Congrats!!  The whole area is great and I'm sure you'll love your time there.


----------



## Kdudley311 (Sep 29, 2008)

*Bay Club Updates*

Hello:

I toured a Bay Club 2 bedroom unit.  It was HUGE!  It was not as high end as the HGVC Waikoloa but still very nice.  I asked the assistant manager if this unit was representative of a usual two bedroom and he indicated it was.

Correct, there is not an ocean view, but still a nice view of tropical greens if they put you facing the Waikoloa Drive side of the resort.  Our HGVC unit (Building 17) faced Waikoloa Villas and it was very pretty.

I also attended an owner's update at the Bay Club before my tour.  They are making numerous improvements to the resort, including a "top to bottom" renovation in 2009-2010 (this is 1-2 years earlier than expected).  The ponds are being redone soon (the ponds were kind of green).  In addition, Hilton is taking over management of the restauarant.  There is also talk about having snorkel rentals, umbrellas, etc. for rent or possibly just amassing some common items for loan.

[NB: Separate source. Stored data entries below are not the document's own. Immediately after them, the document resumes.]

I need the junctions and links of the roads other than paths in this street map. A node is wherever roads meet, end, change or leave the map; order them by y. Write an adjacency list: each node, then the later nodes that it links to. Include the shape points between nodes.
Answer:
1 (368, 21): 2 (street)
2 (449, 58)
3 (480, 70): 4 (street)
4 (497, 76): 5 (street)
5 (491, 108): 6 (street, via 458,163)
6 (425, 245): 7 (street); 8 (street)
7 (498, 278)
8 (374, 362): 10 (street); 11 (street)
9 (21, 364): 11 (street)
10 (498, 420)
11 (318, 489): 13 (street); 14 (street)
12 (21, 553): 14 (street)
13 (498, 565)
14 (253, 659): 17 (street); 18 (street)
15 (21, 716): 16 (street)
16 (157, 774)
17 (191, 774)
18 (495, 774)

After the renovation, I would probably prefer to stay there instead of HGVC Waikoloa because of the unit size.  The assistant manager that gave me the tour also indicated that Hilton is working on negotiations to acquire more of the Bay Club inventory, including the "open season" inventory that would allow more reservations at Bay Club for HGVC owners.

Sorry, in all the hoopla, I forgot to take my camera to take pics of the units.  It is tropical motif and the walls are painted moss green, tropical red, etc. - very pretty!


----------



## tjorhom (Sep 29, 2008)

Thank you so much for your update, I really appriciate it a lot.  I am looking forward to go and sjow my kids Hawaii.

Thanks!


----------



## bacon4jp (Sep 30, 2008)

*Just purchased the 7,000 annual points at the Hilton Bay Club*

Hello,
I'm new to timeshare... I just purchased the Hilton Bay Club timeshare. It's 7,000 annual points. I got it for $7,618. It looks like a great deal. The concern I have is that since this is an affiliate, is there a chance that Hilton could cut the relationship?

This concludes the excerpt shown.